The increase in Christian persecution in Nigeria is particularly notable this year given the decision by the administration of President Joe Biden to remove the country from the State Department’s list of Countries of Particular Concern (CPC) for religious freedom in November. Supporters of the move make the case that the violence against Christians in the country occurs at the hands of two major jihadist groups, the Islamic State affiliate Boko Haram and Fulani Muslim terrorists, and not directly from the Nigerian government. In conversation on Wednesday, however, Curry observed that the Nigerian government has done “almost nothing” to protect Christians in the country.
“Northern Nigeria is really the epicenter of jihadi violence right now,” Curry told Breitbart News. “There’s a band across the African continent, it’s called the Sahel region. It includes northern Nigeria but it goes over into Cameroon, Chad, Burkina Faso, Niger. All of these countries are seeing a giant jump [in anti-Christian violence] because of Boko Haram, which is an ISIS-affiliated group, and the Fulani.”

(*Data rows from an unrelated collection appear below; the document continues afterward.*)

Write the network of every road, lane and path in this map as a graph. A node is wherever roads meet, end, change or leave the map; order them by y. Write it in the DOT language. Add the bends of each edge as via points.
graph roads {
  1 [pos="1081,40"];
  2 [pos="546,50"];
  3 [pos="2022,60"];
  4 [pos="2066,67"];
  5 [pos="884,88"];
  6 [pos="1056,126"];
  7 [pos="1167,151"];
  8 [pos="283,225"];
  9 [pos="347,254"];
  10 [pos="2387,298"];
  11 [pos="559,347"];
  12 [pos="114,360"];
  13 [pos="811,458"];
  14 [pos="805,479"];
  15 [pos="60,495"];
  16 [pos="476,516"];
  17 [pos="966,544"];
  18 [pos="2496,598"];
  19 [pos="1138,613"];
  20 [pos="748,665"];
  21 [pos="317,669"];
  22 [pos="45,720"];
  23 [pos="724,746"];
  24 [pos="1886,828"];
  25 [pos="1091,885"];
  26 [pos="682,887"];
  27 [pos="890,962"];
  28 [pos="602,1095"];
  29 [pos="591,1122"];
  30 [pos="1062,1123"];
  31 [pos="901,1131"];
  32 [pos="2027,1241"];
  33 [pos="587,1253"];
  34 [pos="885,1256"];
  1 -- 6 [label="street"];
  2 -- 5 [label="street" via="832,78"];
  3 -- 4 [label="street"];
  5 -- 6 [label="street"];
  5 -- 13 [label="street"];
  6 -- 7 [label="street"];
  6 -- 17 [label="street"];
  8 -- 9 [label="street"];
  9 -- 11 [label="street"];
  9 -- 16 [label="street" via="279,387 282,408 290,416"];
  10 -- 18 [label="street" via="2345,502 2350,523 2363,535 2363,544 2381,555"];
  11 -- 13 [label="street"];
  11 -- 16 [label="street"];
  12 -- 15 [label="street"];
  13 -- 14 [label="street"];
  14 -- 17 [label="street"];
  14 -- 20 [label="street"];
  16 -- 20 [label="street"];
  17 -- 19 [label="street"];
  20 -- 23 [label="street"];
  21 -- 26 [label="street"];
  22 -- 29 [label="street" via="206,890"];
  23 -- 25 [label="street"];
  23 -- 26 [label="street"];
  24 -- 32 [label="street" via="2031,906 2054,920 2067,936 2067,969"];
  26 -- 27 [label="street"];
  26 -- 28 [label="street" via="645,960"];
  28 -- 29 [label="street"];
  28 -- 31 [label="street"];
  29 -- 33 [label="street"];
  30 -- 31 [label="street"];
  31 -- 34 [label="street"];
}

Curry’s assessment echoes what President Muhammadu Buhari has himself said of the country.
“Africa is the new frontline of global militancy,” Buhari wrote in a column for the Financial Times last year, proposing that the solution to the problem should come at the hands of the West.
Curry explained that the major increase in jihadist violence against Christians in the country began in 2014 – the year Boko Haram made international headlines by abducting nearly 300 girls from a secondary school in Chibok, a town in northern Nigeria’s Borno state. As of the seventh anniversary of the kidnappings last year, over 100 of the victims remain missing.
At the time, Boko Haram was a local jihadist group known for attacking schools and opposing the secular education of girls in particular. Boko Haram has since adopted the formal name “Islamic State West Africa Province” (ISWAP) and pledged allegiance to ISIS. The Nigerian government has used the name change to falsely claim victory over “Boko Haram” and blame all subsequent Boko Haram attacks on “ISWAP.”
In the years after the Chibok kidnappings, groups of Fulani herdsman terrorists have increased attacks on Christian communities in northern Nigeria, raiding known Christian communities and massacring their populations.
“While all citizens of northern Nigeria are subject to threats and violence, Christians are often specifically targeted because of their faith — ISWAP and Boko Haram want to eliminate the Christian presence in Nigeria, and Muslim Fulani militants attack Christian villages specifically,” Open Doors’ World Watch List details. “In addition to the violence risks, Christians in some of Nigeria’s northern states also live under Shariah law, where they face discrimination and treatment as second-class citizens. Christians who convert from Islam also face rejection from their families, often pressured to recant their faith in Jesus; sometimes, they are even violently attacked.”
“The government, which is run by President Buhari who is himself historically from the Fulani tribe, have done almost nothing as nearly 5,000 people were killed for their faith this year alone, and millions of others displaced,” Curry explained. “You have thousands of kids who are kidnapped, young girls, out of school. Over a thousand kids this year alone. So you can imagine if we had 1000 young girls kidnapped out of American schools, people would be going nuts.”
Curry lamented that Buhari has offered no meaningful defense support to affected communities.
“They’re sending the Nigerian military into the north of the country without weapons, without bullets, without the sorts of things that a civil society needs to protect against major armed Islamic terrorists,” Curry asserted.
“In many cases, they’re unarmed or they send them with guns without the bullets to fight them. And these terrorists have weapons, they’ve been funded,” Curry said. The result, he concluded, is that the soldiers simply refuse to fight, giving the terrorists freedom to attack.
“That is how this has continued to grow and it will, if left unchecked, continue to become a caliphate much like ISIS had in Iraq and Syria a few years ago,” he predicted.
Curry described the State Department’s decision to delist Nigeria as a Country of Particular Concern in light of the escalating violence as “puzzling.”
“It was a major mistake, it seems almost on its face entirely political, and it’s puzzling to everybody in the human rights world because the continued situation is that it’s getting worse,” Curry said. “More people are killed there than any other region that we can document, so you have to wonder what is going on there.”
Open Doors found this year that over 360 million Christians live in countries where they face high levels of persecution specifically for their faith, about 20 million more than the year before. The group documented the killing of 6,000 Christians because of their faith this year, a slightly higher number of Christians detained for their faith, and 3,829 Christians abducted.